Was denkt ihr euch eigentlich, wie eine Kreuzigung aussah? Friede, Freude, Eierkuchen? Gibson zeigt schonungslos auf, dass der Christliche Glaube auf den unmenschlichen Leiden eines einzelnen Mannes zurückzuführen ist.

Ist „ Die Passion Christi“ antisemitisch? Die Antwort kann nur wie folgt ausfallen: Der Film ist genau so antisemitisch wie die Bibel. Gibson macht das einzig Richtige, indem er jede im Film handelnde Fraktion einen Teil der Schuld am Tode Jesu gibt. Die Hohepriester der Juden, da sie das Volk gegen Jesu aufstachelten. Das Volk, da sie sich von den Hohepriester hat beeinflussen lassen. Pontius Pilatus, da er das Unrecht sah und nichts dagegen unternahm. Die Römer, da sie Jesu diese unmenschlichen Qualen haben erleiden lassen und sich dabei noch prächtig amüsierten. Gibson maßt es sich nicht an, eine dieser Gruppen als Hauptverantwortliche für den Tod Jesu zu zeichnen. Bei „ Die Passion Christi“ ist die mit der Bibel konforme kollektive Menschenschuld ohne Einschränkungen umgesetzt.

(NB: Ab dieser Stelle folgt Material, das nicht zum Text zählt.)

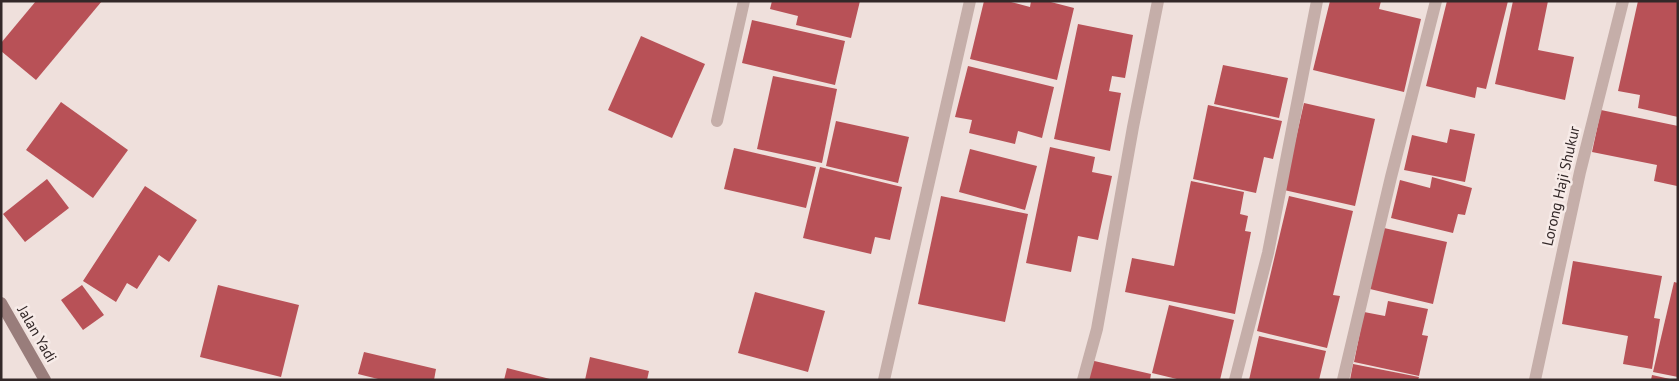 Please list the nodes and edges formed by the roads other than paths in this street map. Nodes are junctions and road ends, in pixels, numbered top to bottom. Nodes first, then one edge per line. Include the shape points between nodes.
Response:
1 (744, 1) edge
2 (970, 1) edge
3 (1158, 1) edge
4 (1317, 1) edge
5 (1436, 1) edge
6 (1623, 1) edge
7 (717, 121) dead end
8 (1, 303) edge
9 (45, 380) edge
10 (884, 380) edge
11 (1083, 380) edge
12 (1235, 380) edge
13 (1343, 380) edge
14 (1535, 380) edge

1 - 7 street
2 - 10 street
3 - 11 street via 1097,329
4 - 12 street via 1268,253
5 - 13 street
6 - 14 street, Lorong Haji Shukur via 1580,172
8 - 9 street, Jalan Yadi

Hauptdarsteller Jim Caviezel spielt überragend.

Quelle: http: //www. filmstarts. de/kritiken/37137-Die-Passion-Christi. htmlMehr anzeigen


sniper8

vor 16 Jahren

und wieder mal musste ich vor dem fernseher heulen... keine frage, ein film den man einfach mal sehen muss.
es wurde viel über den film diskutiert und referiert. in christlichen kreisen wurde (aus meiner sicht) der film sehr positiv aufgenommen, andere halten ihn für ziemlich übertrieben.
was ich am film übertrieben finde, ist die kritik selber. denn ich habe, dies bezüglich, nicht so empfunden.
natürlich ist "the passion of the christ" eine ziemlich blutige angelegenheit, aber waren dies kreuzigungen nicht auch?
der film liefert interessante aspekte und vielerorts bringt er viele punkte bei denen ich persönlich im dunkeln tappte. es ist so auch gut erklärt, warum christus in einer zeit starb wofür andere gekreuzigte tage brauchten.
eine blutorgie? naja... für mich sah es so aus, dass im film keine folterszene zu lange war oder unpassend kam. viele leidenszenen von jesus, wurden durch interessante rückblenden auf dessen leben unterbrochen und machten den film hochinteressant. ich fand den film ziemlich authentisch mit dem bisher angesammelten wissen über kreuzigungen.
jim caviezel ist ein überzeugender jesus-darsteller. seine leistung hebt ihn aus anderen jesus-schauspielern hervor.
besonders überrascht war ich von monica bellucci. eine beachtliche leistung, welche mir gehörigen respekt einflösste. souverän und dezent.
mel gibson lässt auch tolle effekte im film einfliessen. seien es zeitlupen oder lichtspiele. gute kameraführung und exzellenter schnitt werden mit schaurig schöner musik kombiniert.
wie der film gemacht wurde ist eigentlich nebensache. für mich hat alles gestummen.
"the passion of the christ" ist einer der wenigen, meisterhaft umgesetzten bibelfilmen, die es gibt.